* WHAT TO PRODUCE: Every line below that includes the word "سوايح" needs to be copied.

* RECORDED DATA:
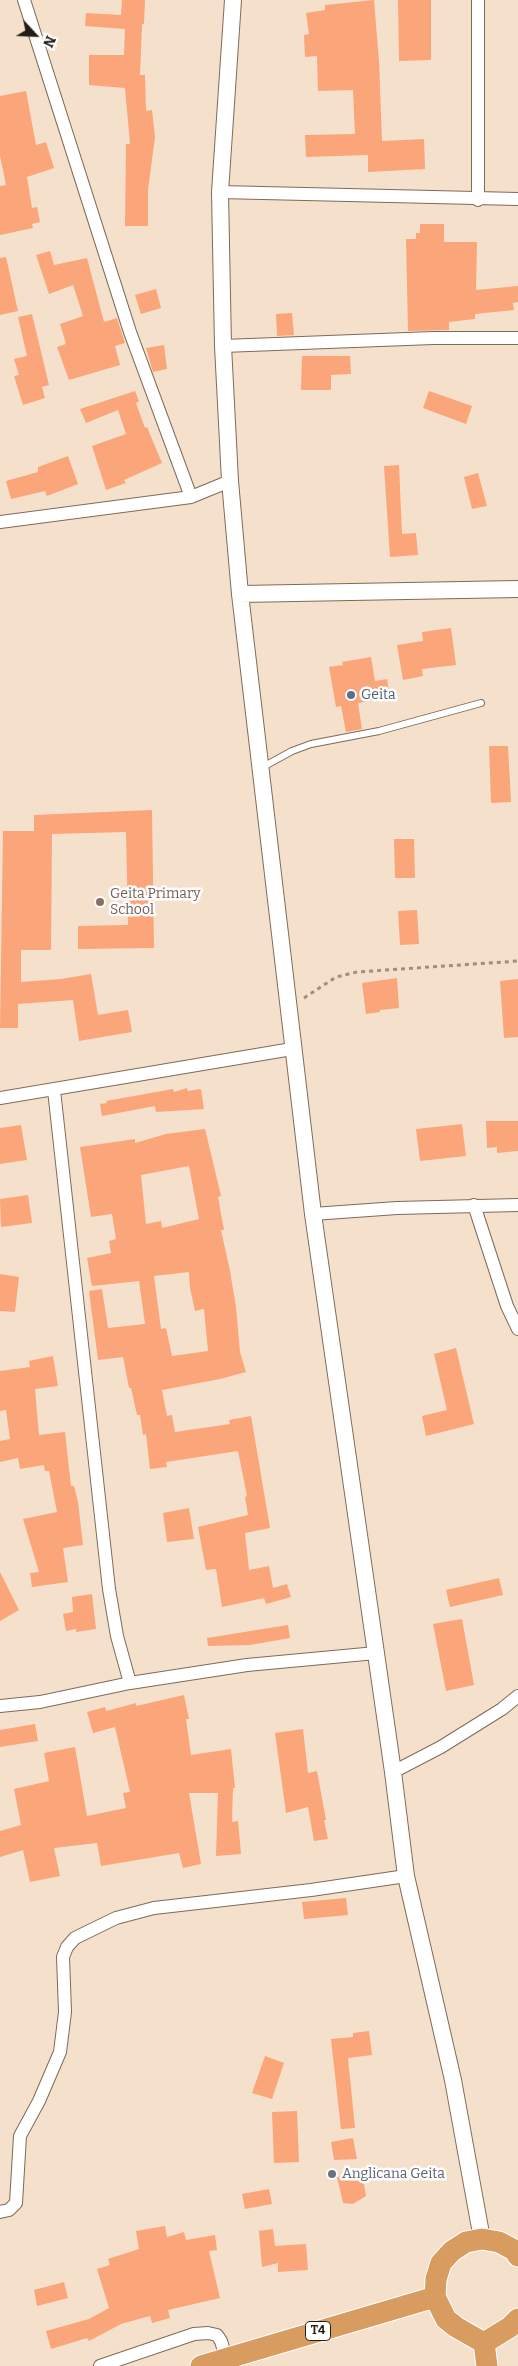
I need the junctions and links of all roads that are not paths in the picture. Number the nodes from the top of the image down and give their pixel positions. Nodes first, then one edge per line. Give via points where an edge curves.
1 (24, 0) edge
2 (233, 0) edge
3 (478, 0) edge
4 (220, 192) junction
5 (518, 199) edge
6 (478, 200) junction
7 (518, 338) edge
8 (223, 346) junction
9 (230, 480) junction
10 (191, 497) junction
11 (0, 522) edge
12 (518, 589) edge
13 (240, 594) junction
14 (481, 703) dead end
15 (260, 768) junction
16 (292, 1049) junction
17 (54, 1090) junction
18 (0, 1098) edge
19 (518, 1205) edge
20 (474, 1206) junction
21 (313, 1214) junction
22 (518, 1329) edge
23 (376, 1653) junction
24 (130, 1683) junction
25 (518, 1696) edge
26 (0, 1706) edge
27 (393, 1772) junction
28 (406, 1876) junction
29 (0, 2212) edge
30 (482, 2239) junction
31 (518, 2256) edge
32 (435, 2297) junction
33 (518, 2319) edge
34 (484, 2343) junction
35 (226, 2358) junction
36 (100, 2366) edge
37 (201, 2366) edge
38 (487, 2366) edge

1 - 10 street via 130,332
2 - 4 street
3 - 6 street
4 - 6 street
4 - 8 street
5 - 6 street
7 - 8 street
8 - 9 street
9 - 10 street
9 - 13 street
10 - 11 street
12 - 13 street
13 - 15 street
14 - 15 lane via 379,731 311,744
15 - 16 street
16 - 17 street
16 - 21 street
17 - 18 street
17 - 24 street via 108,1589
19 - 20 street
20 - 21 street
20 - 22 street via 507,1306
21 - 23 street
23 - 24 street via 247,1665
23 - 27 street
24 - 26 street via 40,1702
25 - 27 street via 441,1747
27 - 28 street
28 - 29 street via 154,1908 116,1918 75,1938 63,1957 65,2012 60,2052 20,2136 16,2203 9,2210
28 - 30 street via 453,2080
30 - 31 highway via 499,2242
30 - 32 highway via 459,2246 441,2263
32 - 34 highway via 446,2318
32 - 35 highway, T4
33 - 34 highway
34 - 38 highway
35 - 36 street via 217,2335 208,2333 194,2334
35 - 37 highway, T4

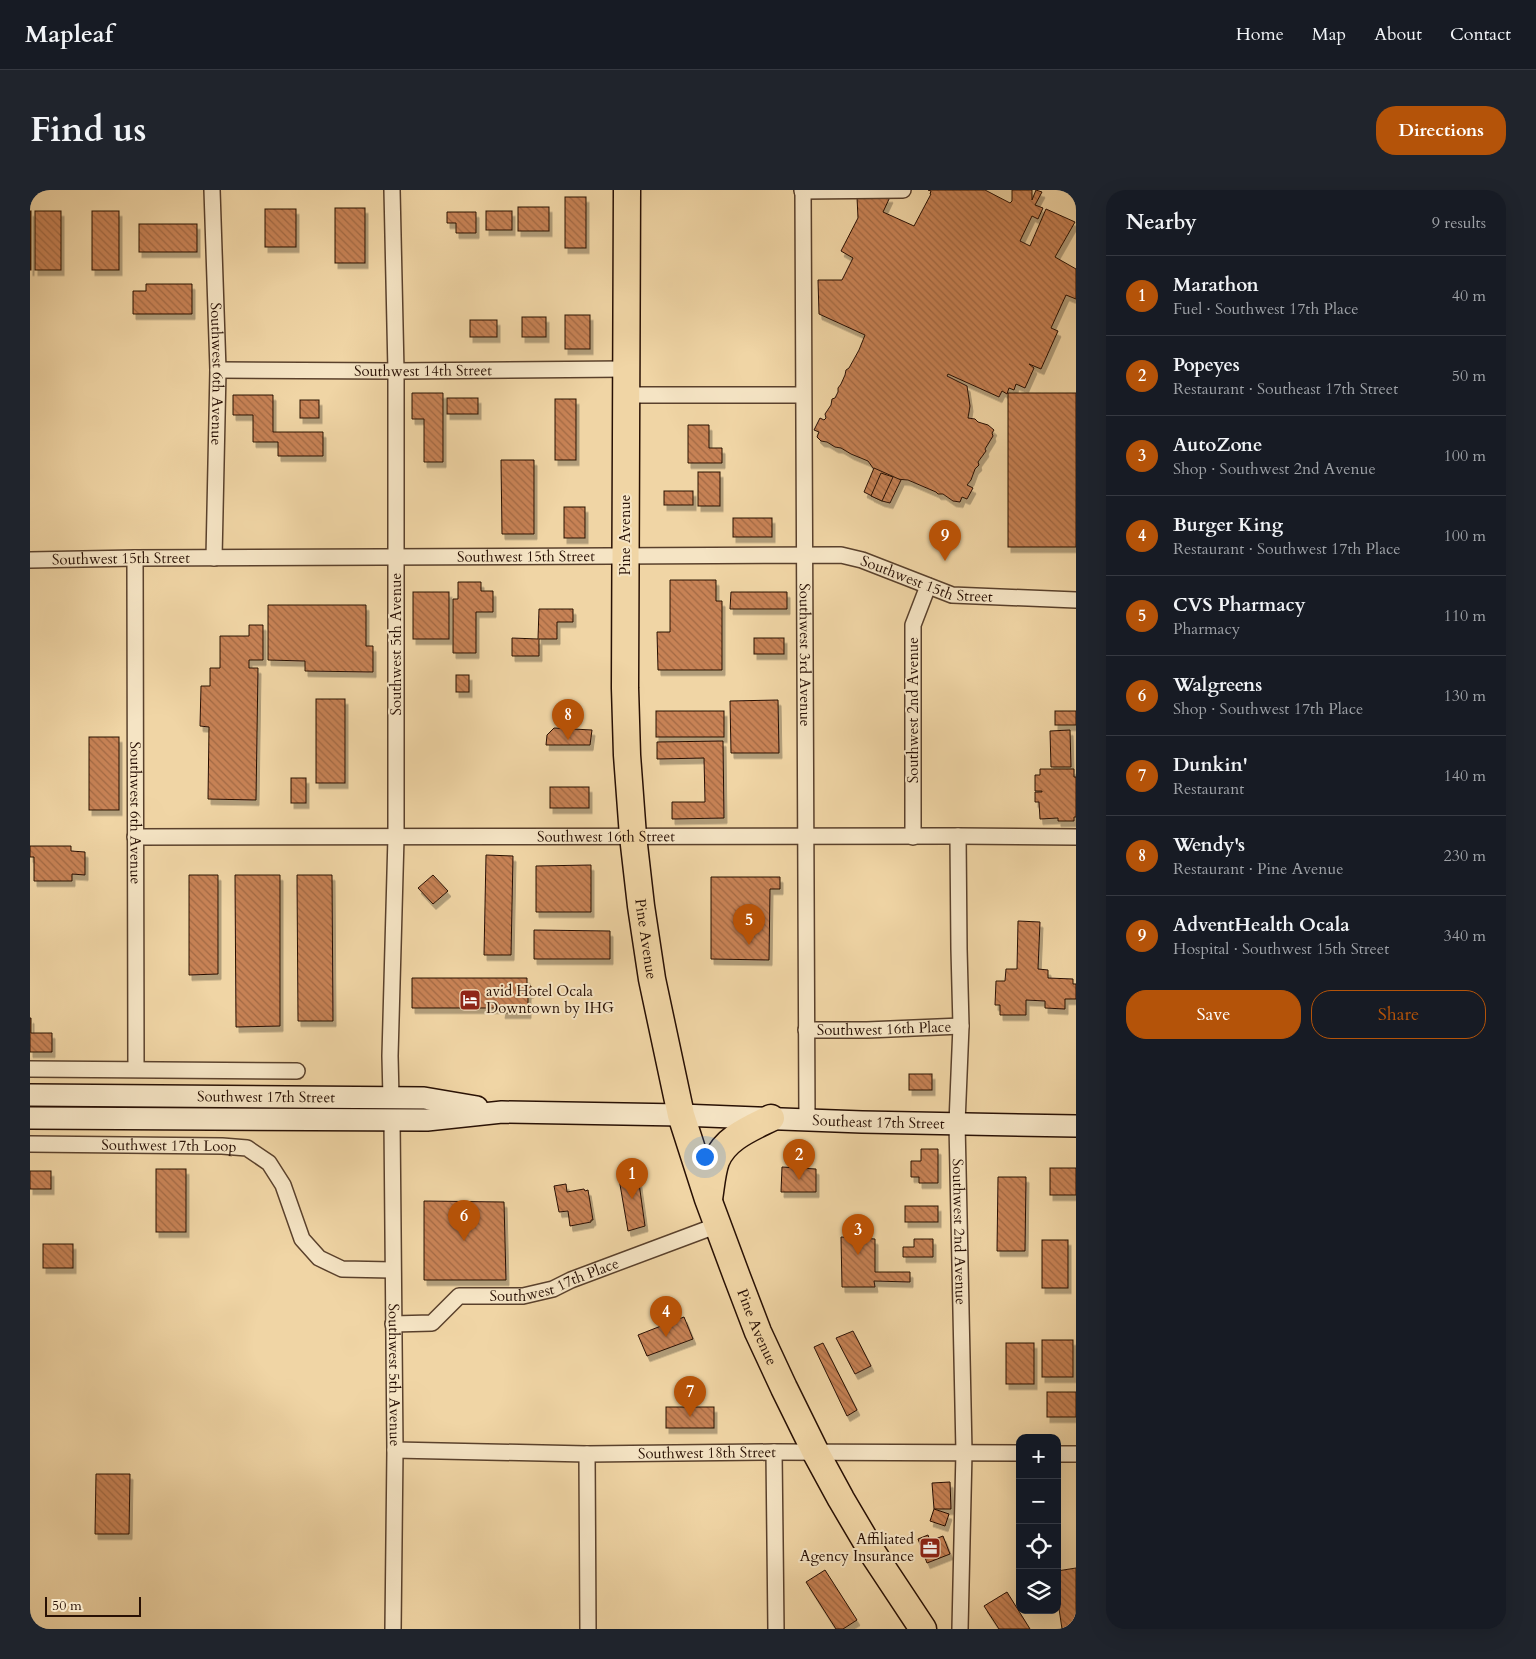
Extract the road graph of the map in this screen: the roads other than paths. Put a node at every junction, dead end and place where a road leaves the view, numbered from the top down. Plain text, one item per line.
1 (212, 190) edge
2 (392, 190) edge
3 (627, 190) edge
4 (802, 190) edge
5 (903, 190) edge
6 (626, 369) junction
7 (218, 370) junction
8 (396, 371) junction
9 (626, 395) junction
10 (803, 395) junction
11 (803, 555) junction
12 (625, 556) junction
13 (135, 558) junction
14 (214, 558) junction
15 (396, 558) junction
16 (30, 560) edge
17 (928, 586) junction
18 (1076, 600) edge
19 (633, 836) junction
20 (804, 836) junction
21 (958, 836) junction
22 (135, 837) junction
23 (396, 837) junction
24 (913, 837) junction
25 (1076, 837) edge
26 (961, 1026) junction
27 (806, 1030) junction
28 (30, 1069) edge
29 (136, 1069) junction
30 (297, 1071) dead end
31 (30, 1095) edge
32 (391, 1098) junction
33 (502, 1112) junction
34 (681, 1115) junction
35 (30, 1118) edge
36 (771, 1118) junction
37 (392, 1120) junction
38 (807, 1120) junction
39 (957, 1123) junction
40 (1076, 1126) edge
41 (30, 1144) edge
42 (708, 1200) junction
43 (718, 1225) junction
44 (392, 1270) junction
45 (393, 1324) junction
46 (395, 1450) junction
47 (774, 1452) junction
48 (964, 1452) junction
49 (816, 1453) junction
50 (1016, 1453) edge
51 (587, 1454) junction
52 (1061, 1454) edge
53 (1076, 1454) edge
54 (392, 1629) edge
55 (588, 1629) edge
56 (776, 1629) edge
57 (922, 1629) edge
58 (960, 1629) edge

1 - 7 street, Southwest 6th Avenue
2 - 8 street, Southwest 5th Avenue
3 - 6 highway, Pine Avenue
4 - 5 street
4 - 10 street, Southwest 3rd Avenue
6 - 8 street, Southwest 14th Street
6 - 9 highway, Pine Avenue
7 - 8 street, Southwest 14th Street
7 - 14 street, Southwest 6th Avenue
8 - 15 street, Southwest 5th Avenue
9 - 10 street
9 - 12 highway, Pine Avenue
10 - 11 street, Southwest 3rd Avenue
11 - 12 street, Southwest 15th Street
11 - 17 street, Southwest 15th Street
11 - 20 street, Southwest 3rd Avenue
12 - 15 street, Southwest 15th Street
12 - 19 highway, Pine Avenue
13 - 14 street, Southwest 15th Street
13 - 16 street, Southwest 15th Street
13 - 22 street, Southwest 6th Avenue
14 - 15 street, Southwest 15th Street
15 - 23 street, Southwest 5th Avenue
17 - 18 street, Southwest 15th Street
17 - 24 street, Southwest 2nd Avenue
19 - 20 street, Southwest 16th Street
19 - 23 street, Southwest 16th Street
19 - 34 highway, Pine Avenue
20 - 24 street, Southwest 16th Street
20 - 27 street, Southwest 3rd Avenue
21 - 24 street, Southwest 16th Street
21 - 25 street, Southwest 16th Street
21 - 26 street, Southwest 2nd Avenue
22 - 23 street, Southwest 16th Street
22 - 29 street, Southwest 6th Avenue
23 - 32 street, Southwest 5th Avenue
26 - 27 street, Southwest 16th Place
26 - 39 street, Southwest 2nd Avenue
27 - 38 street, Southwest 3rd Avenue
28 - 29 street
29 - 30 street
31 - 32 main road, Southwest 17th Street
32 - 33 main road, Southwest 17th Street
33 - 34 main road, Southwest 17th Street
33 - 37 main road, Southwest 17th Street
34 - 36 main road, Southeast 17th Street
34 - 42 highway, Pine Avenue
35 - 37 main road, Southwest 17th Street
36 - 38 main road, Southeast 17th Street
36 - 42 highway
37 - 44 street, Southwest 5th Avenue
38 - 39 main road, Southeast 17th Street
39 - 40 main road, Southeast 17th Street
39 - 48 street, Southwest 2nd Avenue
41 - 44 street, Southwest 17th Loop
42 - 43 highway, Pine Avenue
43 - 45 street, Southwest 17th Place
43 - 49 highway, Pine Avenue
44 - 45 street, Southwest 5th Avenue
45 - 46 street, Southwest 5th Avenue
46 - 51 street, Southwest 18th Street
46 - 54 street, Southwest 5th Avenue
47 - 49 street, Southwest 18th Street
47 - 51 street, Southwest 18th Street
47 - 56 street
48 - 49 street, Southwest 18th Street
48 - 50 street, Southwest 18th Street
48 - 58 street, Southwest 2nd Avenue
49 - 57 highway, Pine Avenue
51 - 55 street
52 - 53 street

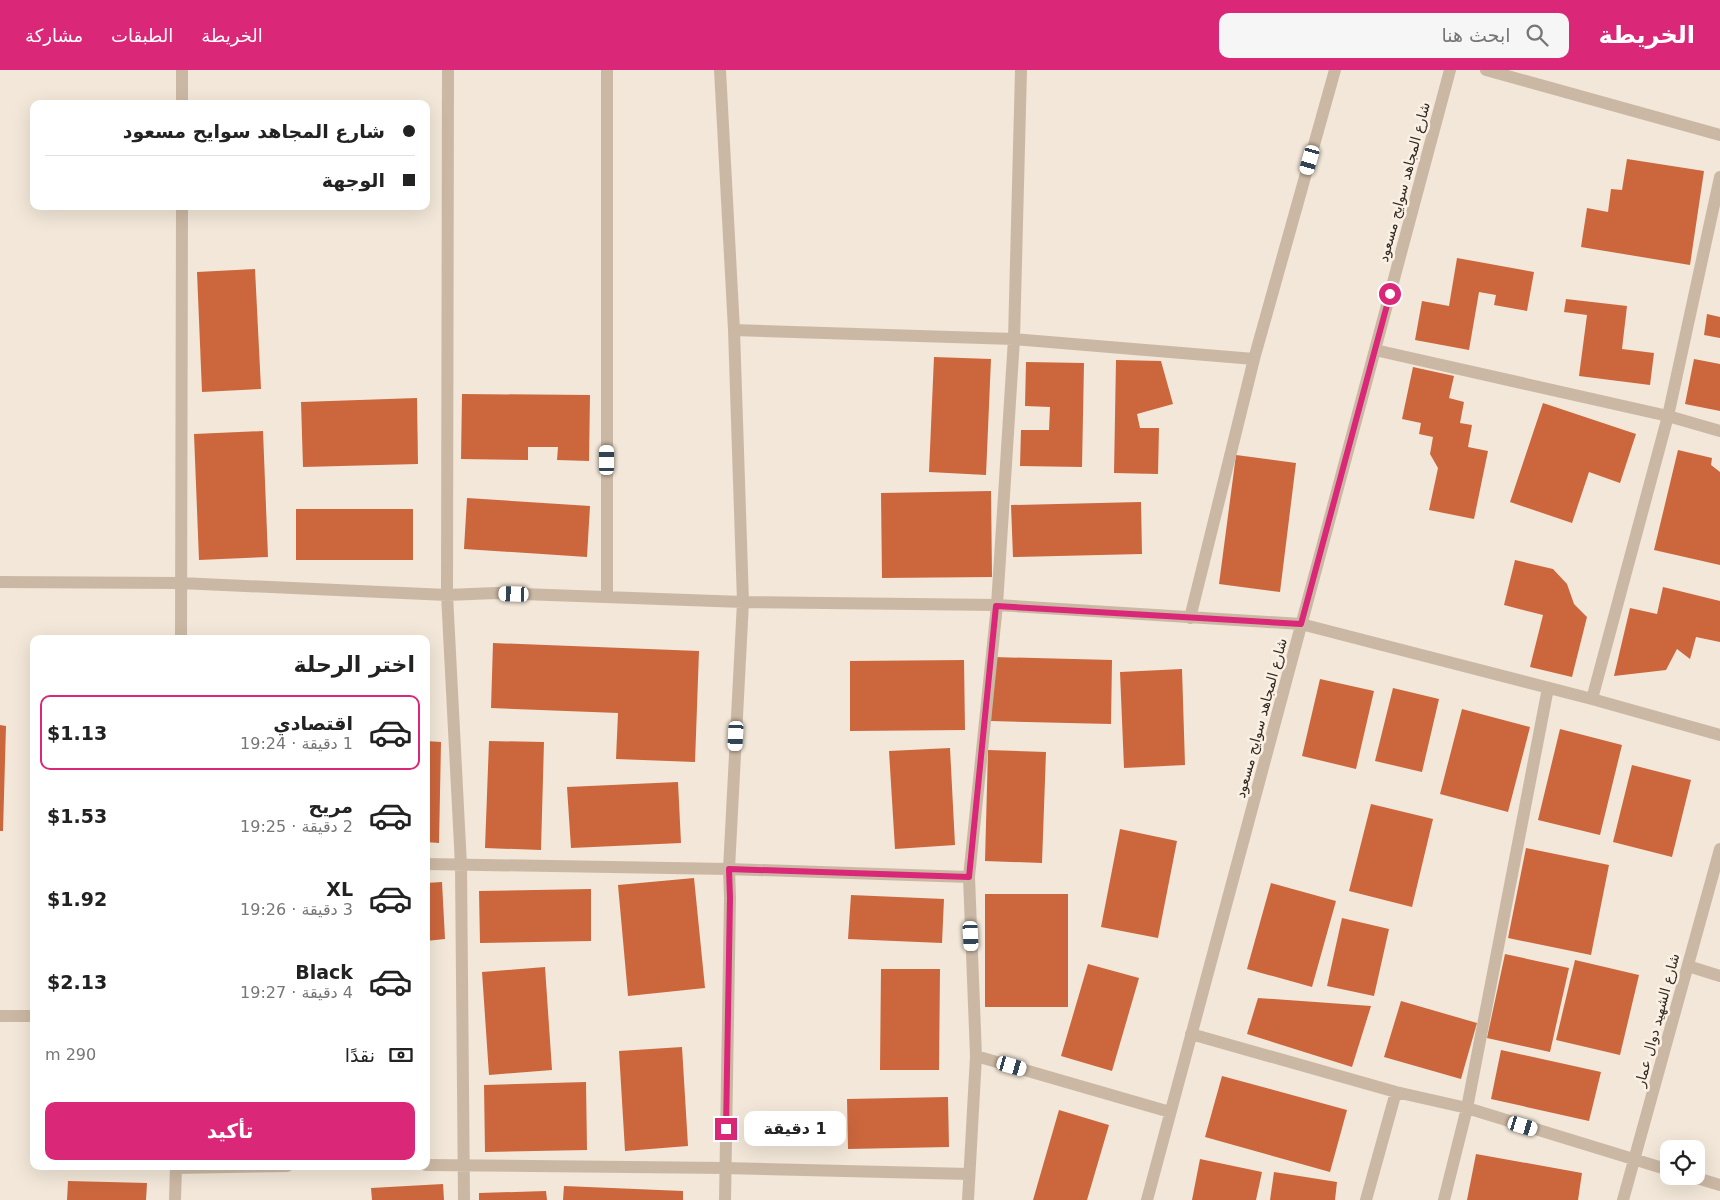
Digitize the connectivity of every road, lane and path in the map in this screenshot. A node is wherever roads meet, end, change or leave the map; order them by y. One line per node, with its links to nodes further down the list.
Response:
1 (182, 70): 9 (street)
2 (448, 70): 21 (street)
3 (607, 70): 22 (street)
4 (720, 70): 13 (street)
5 (1021, 70): 14 (street)
6 (1336, 70): 16 (street)
7 (1450, 70): 15 (street, شارع المجاهد سوايح مسعود)
8 (1486, 70): 10 (street)
9 (182, 100)
10 (1720, 136)
11 (1720, 177): 17 (street)
12 (182, 210): 20 (street)
13 (734, 330): 14 (street); 23 (street)
14 (1014, 339): 16 (street); 24 (street)
15 (1375, 350): 17 (street); 26 (street, شارع المجاهد سوايح مسعود)
16 (1254, 359): 25 (street)
17 (1668, 416): 18 (street); 29 (street)
18 (1720, 431)
19 (0, 582): 20 (street)
20 (180, 582): 21 (street); 27 (street)
21 (447, 595): 22 (street); 33 (street)
22 (607, 596): 23 (street)
23 (743, 602): 24 (street); 34 (street)
24 (996, 606): 25 (street); 35 (street)
25 (1190, 618): 26 (street)
26 (1301, 624): 28 (street); 40 (street, شارع المجاهد سوايح مسعود)
27 (181, 635)
28 (1548, 688): 29 (street); 43 (street)
29 (1592, 699): 30 (street)
30 (1720, 736)
31 (1720, 848): 36 (street, شارع الشهيد دوال عمار)
32 (430, 864): 33 (street)
33 (460, 865): 34 (street); 47 (street)
34 (729, 869): 35 (street); 49 (street)
35 (969, 877): 41 (street)
36 (1688, 966): 37 (street); 45 (street, شارع الشهيد دوال عمار)
37 (1720, 976)
38 (0, 1016): 39 (street)
39 (30, 1016)
40 (1191, 1034): 42 (street); 44 (street, شارع المجاهد سوايح مسعود)
41 (976, 1056): 44 (street); 51 (street)
42 (1396, 1092): 43 (street); 59 (street)
43 (1467, 1108): 45 (street); 60 (street)
44 (1170, 1112): 58 (street, شارع المجاهد سوايح مسعود)
45 (1634, 1160): 48 (street); 61 (street, شارع الشهيد دوال عمار)
46 (430, 1164): 47 (street)
47 (465, 1164): 49 (street); 55 (street)
48 (1660, 1167)
49 (725, 1168): 51 (street); 56 (street)
50 (176, 1170): 54 (street)
51 (969, 1174): 57 (street)
52 (1705, 1180): 53 (street)
53 (1720, 1185)
54 (175, 1200)
55 (464, 1200)
56 (725, 1200)
57 (968, 1200)
58 (1147, 1200)
59 (1366, 1200)
60 (1444, 1200)
61 (1623, 1200)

* SOLUTION BELOW:
7 (1450, 70): 15 (street, شارع المجاهد سوايح مسعود)
15 (1375, 350): 17 (street); 26 (street, شارع المجاهد سوايح مسعود)
26 (1301, 624): 28 (street); 40 (street, شارع المجاهد سوايح مسعود)
40 (1191, 1034): 42 (street); 44 (street, شارع المجاهد سوايح مسعود)
44 (1170, 1112): 58 (street, شارع المجاهد سوايح مسعود)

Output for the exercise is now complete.